TEGUCIGALPA.— In a strategy similar to the one followed by the president of El Salvador, Nayib Bukele, yesterday the Honduran government released images of the transfer of suspected gang members to new prisons.
The Central American country undertook an operation in order to “pacify the prisons,” reported the Public Order Military Police (PMOP).
In the simultaneous operations, the PMOP transferred 1,628 members of maras and gangs, according to a statement from the military police institution.
This is part of the actions commissioned by President Xiomara Castro to take control of 25 prisons, where there are about 20,000 inmates.
The PMOP released videos of the moment in which the military police from the prisons take the gang members out of the jails with their hands on their heads, then put them in a convoy of olive green trucks.
The operation has the purpose of retaking control of the penitentiary centers, in which acts of violence had been reported,” said the police.
The operations began on June 26, a week after inmates from the Barrio 18 gang in a women’s prison located in the Támara area, north of Tegucigalpa, left their cell and broke into the one where the gang’s rivals were. MS-13.
They attacked them with shots and set fire to the center with a balance of 46 deaths.

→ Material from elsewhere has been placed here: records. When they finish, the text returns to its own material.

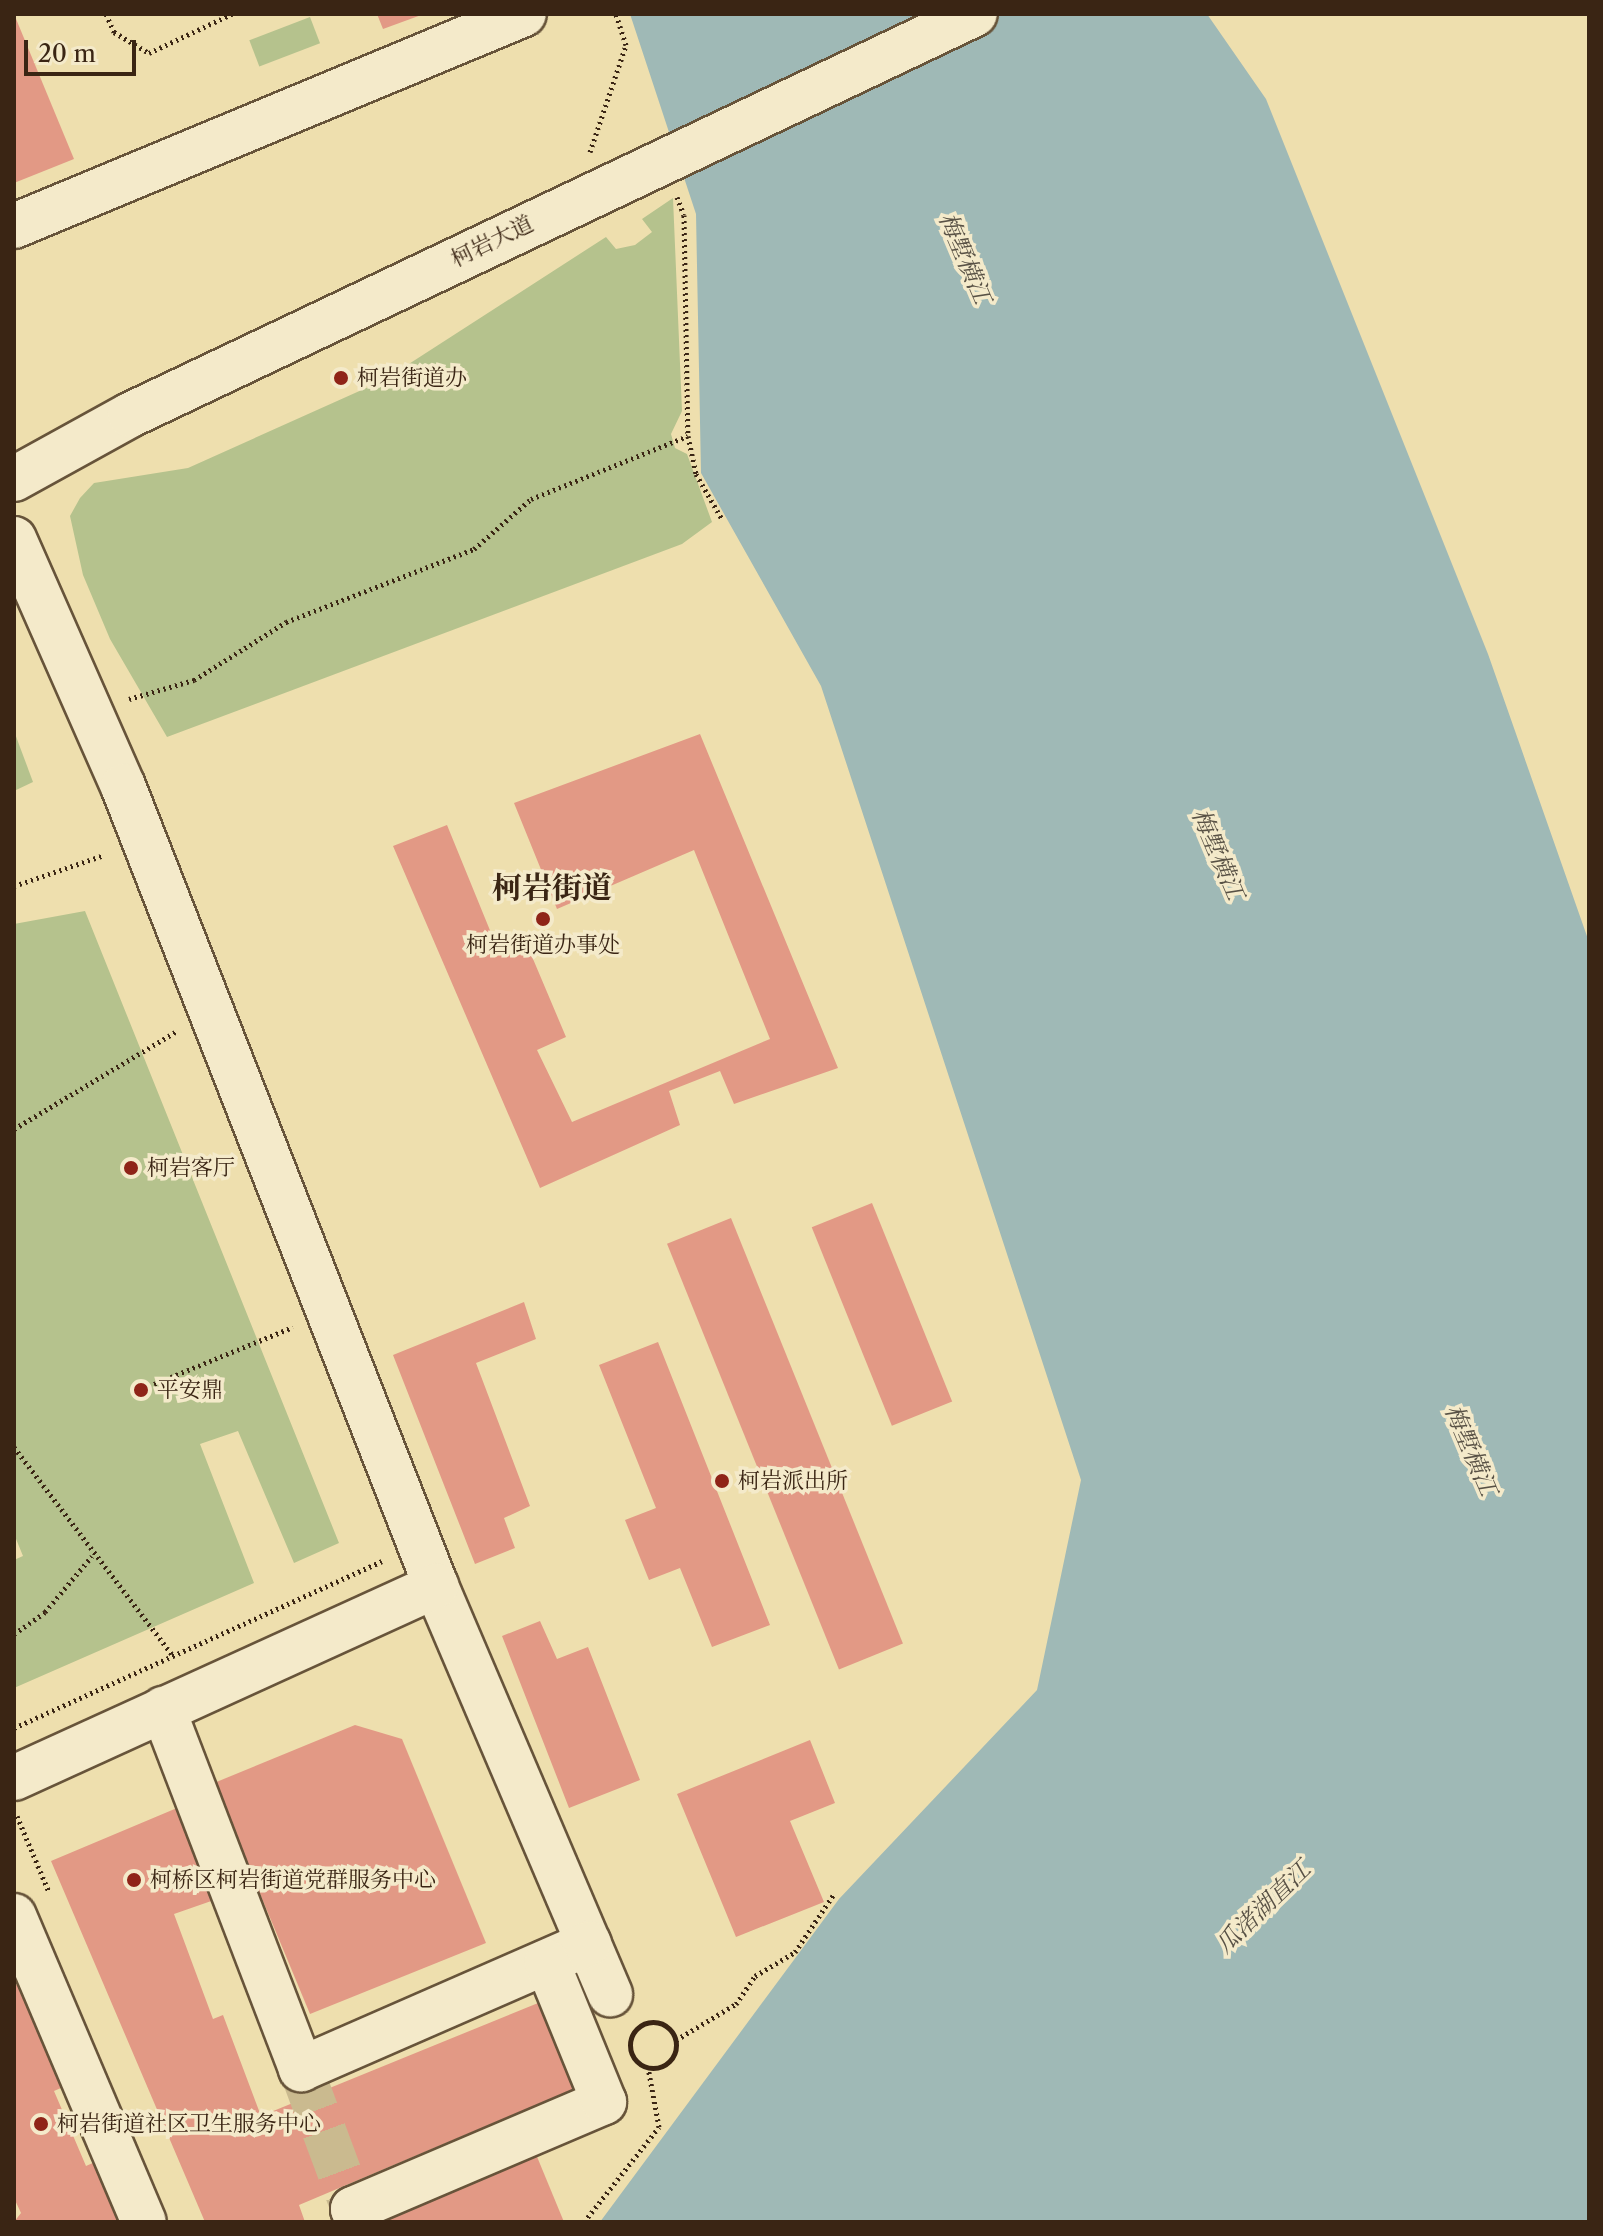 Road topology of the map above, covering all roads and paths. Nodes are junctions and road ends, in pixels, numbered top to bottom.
1 (106, 14) edge
2 (232, 14) edge
3 (524, 14) edge
4 (616, 14) edge
5 (975, 14) edge
6 (672, 184) dead end
7 (574, 202) junction
8 (14, 226) edge
9 (688, 436) junction
10 (14, 479) edge
11 (722, 519) dead end
12 (14, 539) edge
13 (90, 711) junction
14 (108, 865) dead end
15 (14, 886) edge
16 (213, 1010) junction
17 (170, 1018) dead end
18 (175, 1032) junction
19 (181, 1047) dead end
20 (14, 1129) edge
21 (288, 1312) dead end
22 (294, 1327) junction
23 (299, 1342) dead end
24 (154, 1384) dead end
25 (14, 1447) edge
26 (379, 1546) dead end
27 (92, 1556) junction
28 (436, 1586) junction
29 (14, 1634) edge
30 (173, 1656) junction
31 (163, 1709) junction
32 (14, 1728) edge
33 (14, 1778) edge
34 (834, 1894) dead end
35 (14, 1916) edge
36 (589, 1943) junction
37 (547, 1962) junction
38 (610, 1994) dead end
39 (676, 2040) junction
40 (648, 2067) junction
41 (144, 2222) edge
42 (358, 2222) edge
43 (584, 2222) edge

1 - 2 path
3 - 8 street
4 - 7 path
5 - 7 street, 柯岩大道
6 - 9 path
7 - 10 street, 柯岩大道
9 - 11 path
9 - 13 path
12 - 13 street
13 - 16 street
14 - 15 path
16 - 18 path
16 - 28 street
17 - 18 path
18 - 19 path
18 - 20 path
21 - 22 path
22 - 23 path
22 - 24 path
25 - 27 path
26 - 30 path
27 - 29 path
27 - 30 path
28 - 31 street
28 - 36 street
30 - 32 path
31 - 33 street
31 - 37 street
34 - 39 path
35 - 41 street
36 - 37 street
36 - 38 street
37 - 42 street
39 - 40 path
39 - 40 path
40 - 43 path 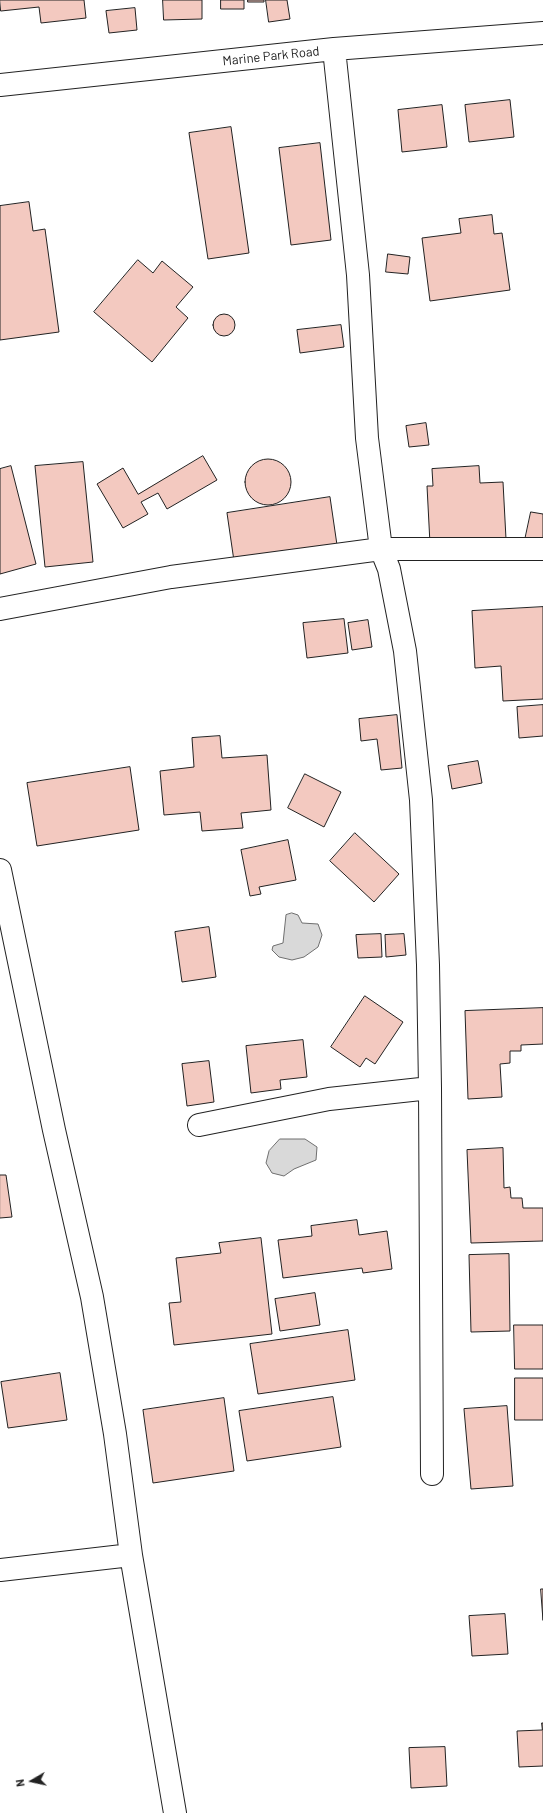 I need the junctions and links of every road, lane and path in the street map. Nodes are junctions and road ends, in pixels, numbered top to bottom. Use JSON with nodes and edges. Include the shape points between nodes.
{"nodes":[{"id":1,"x":543,"y":33,"type":"edge"},
{"id":2,"x":334,"y":49,"type":"junction"},
{"id":3,"x":0,"y":85,"type":"edge"},
{"id":4,"x":381,"y":549,"type":"junction"},
{"id":5,"x":543,"y":549,"type":"edge"},
{"id":6,"x":0,"y":609,"type":"edge"},
{"id":7,"x":0,"y":870,"type":"edge"},
{"id":8,"x":430,"y":1088,"type":"junction"},
{"id":9,"x":199,"y":1125,"type":"dead end"},
{"id":10,"x":432,"y":1474,"type":"dead end"},
{"id":11,"x":131,"y":1555,"type":"junction"},
{"id":12,"x":0,"y":1570,"type":"edge"},
{"id":13,"x":176,"y":1813,"type":"edge"}],
"edges":[{"from":1,"to":2,"type":"street","name":"Marine Park Road"},
{"from":2,"to":3,"type":"street","name":"Marine Park Road"},
{"from":2,"to":4,"type":"street","via":[[358,275],[367,438]]},
{"from":4,"to":5,"type":"street"},
{"from":4,"to":6,"type":"street","via":[[171,577]]},
{"from":4,"to":8,"type":"street","via":[[389,569],[405,651],[421,800]]},
{"from":7,"to":11,"type":"street","via":[[92,1297],[115,1434]]},
{"from":8,"to":9,"type":"street","via":[[329,1099]]},
{"from":8,"to":10,"type":"street"},
{"from":11,"to":12,"type":"street"},
{"from":11,"to":13,"type":"street"}]} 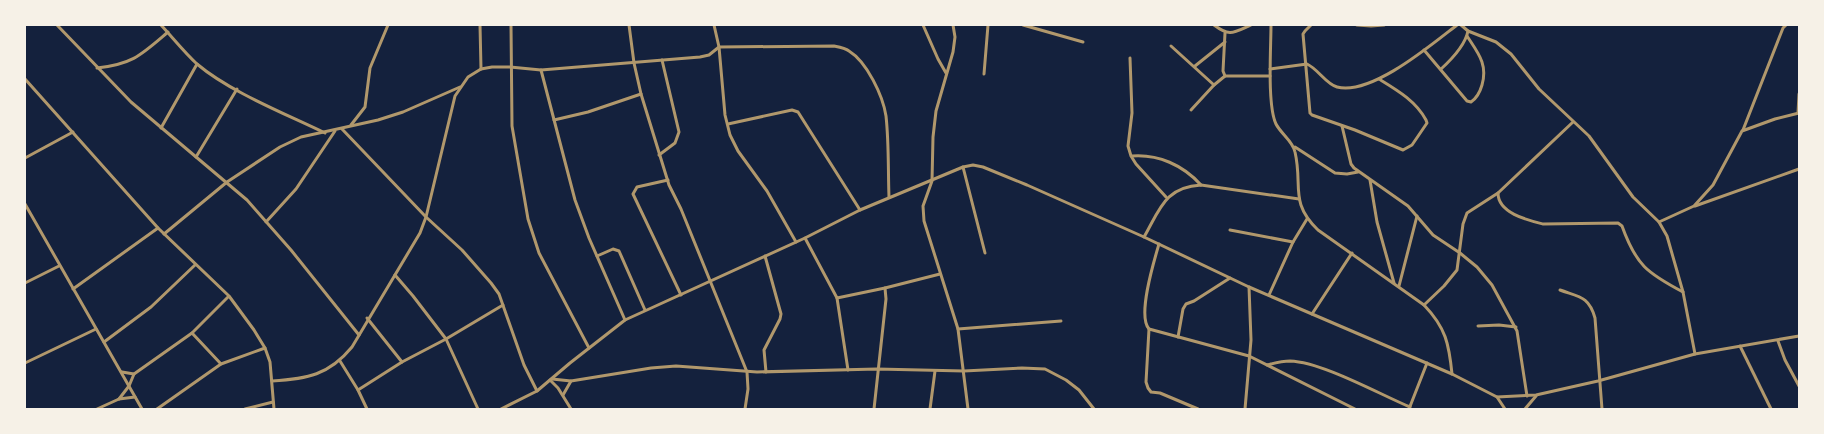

In the last 20 years, more than a thousand deaths have been recorded in Honduran prisons, according to the state Human Rights Commissioner.
It was probably a reaction to the government’s crackdown on corruption inside prisons in recent months, said Julissa Villanueva, director of the prison system.
Following that incident, the government announced “drastic measures” to counteract the situation in the prisons.
The worst tragedy occurred in Comayagua, in the center of the country, where 362 people perished in a fire in 2012.